The purpose of this study was to examine how the construction of a therapist administered genogram (TAGE) or a self-administered genogram (SAGE) would affect the therapeutic alliance and the session character in couple therapy across time. Eight student marriage and family therapists conducting couple therapy with 17 couples administered a TAGE, SAGE, or control treatment intervention in the second therapy session. Clients' perceptions of therapeutic alliance and session impact were measured with the Couple Therapy Alliance Scale (CTAS, Pinsof, 1986) and the Session Evaluation Questionnaire (SEQ, Stiles, 1984; Stiles & Snow, 1984a), respectively, following the first five sessions.
A growth curve analysis was used to investigate within-couple member growth trajectories for individual patterns of change on the CTAS and SEQ and their subdimensions, and between-couple growth trajectories for treatment group-based patterns of change on the CTAS and SEQ and their subdimensions. Also examined was whether the growth curves of couples who completed five sessions were different from couples who terminated therapy prior to completing five sessions, and if Pinsof and Catherall's (1986) concept of split alliance was identifiable.

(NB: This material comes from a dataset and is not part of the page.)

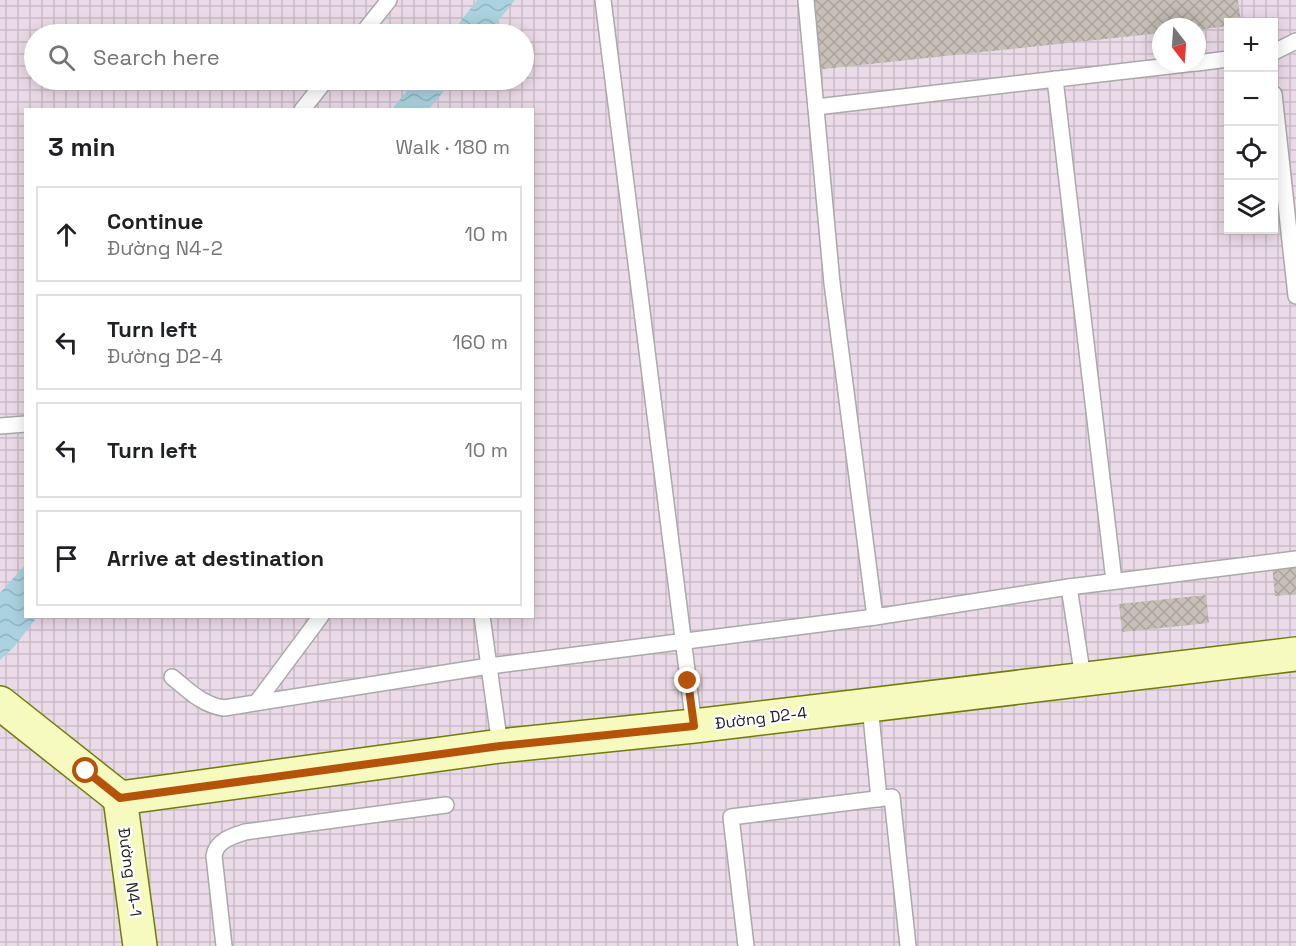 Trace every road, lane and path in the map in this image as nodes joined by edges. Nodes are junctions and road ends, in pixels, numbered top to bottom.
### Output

A series of simple regressions were conducted on mean CTAS and SEQ ratings. Inspection of individual growth curves revealed minimally positive slopes on both dependent variables for the sample as a whole. Results of one-way MANOVAs showed no significant differences in couple members' growth curves based either on their participation in one of the three treatment groups, or when they were divided into therapy completer and noncompleter groups. In other words, the efficacy of genogram construction to affect the therapeutic alliance or the depth and smoothness of sessions in early therapy was called into question.

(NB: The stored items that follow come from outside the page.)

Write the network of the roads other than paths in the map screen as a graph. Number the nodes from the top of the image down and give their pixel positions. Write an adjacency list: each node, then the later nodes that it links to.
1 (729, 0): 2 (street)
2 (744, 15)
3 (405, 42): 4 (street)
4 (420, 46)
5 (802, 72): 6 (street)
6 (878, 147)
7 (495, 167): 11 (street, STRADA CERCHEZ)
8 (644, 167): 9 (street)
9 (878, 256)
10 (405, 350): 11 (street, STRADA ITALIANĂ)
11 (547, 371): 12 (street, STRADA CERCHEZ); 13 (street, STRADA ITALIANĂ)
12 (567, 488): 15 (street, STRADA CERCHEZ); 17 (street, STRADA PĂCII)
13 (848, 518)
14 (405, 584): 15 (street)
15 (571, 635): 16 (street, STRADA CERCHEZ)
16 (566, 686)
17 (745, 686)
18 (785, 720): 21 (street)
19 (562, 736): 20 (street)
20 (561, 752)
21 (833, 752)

When Spearman's rho and Kendall's tau correlation coefficients were used to examine the associations between domains of CTAS and SEQ by treatment group, only the CTAS tasks subscale was positively correlated with the SEQ depth index in the SAGE plus couple therapy (-HCT) group. This finding indicated that couples who completed a SAGE related the therapist's understanding of, and methods for addressing their difficulties, with the "deep" work of therapy.
Finally, a two-standard deviation rule was applied to differences in mean slope scores between couple members to evaluate the presence of a split alliance. When this rule was applied to differences in mean slope scores for the whole sample, six percent of the couples experienced a split alliance. When applied within treatment groups, 14% of couples in the TAGE+CT group and 13% of couples in the SAGE+CT group experienced a split alliance. Relatively few couples, therefore, had disparate attitudes regarding their alliance with their therapist. This result may have reflected a strength of genogram construction.
When considered in light of the studies limitations, particularly a small sample size and data collection weaknesses, these findings, in general, do not support genogram construction as a method for building a therapeutic alliance or enhancing the depth and smoothness of early couple therapy. Recommendations were made for future genogram construction research.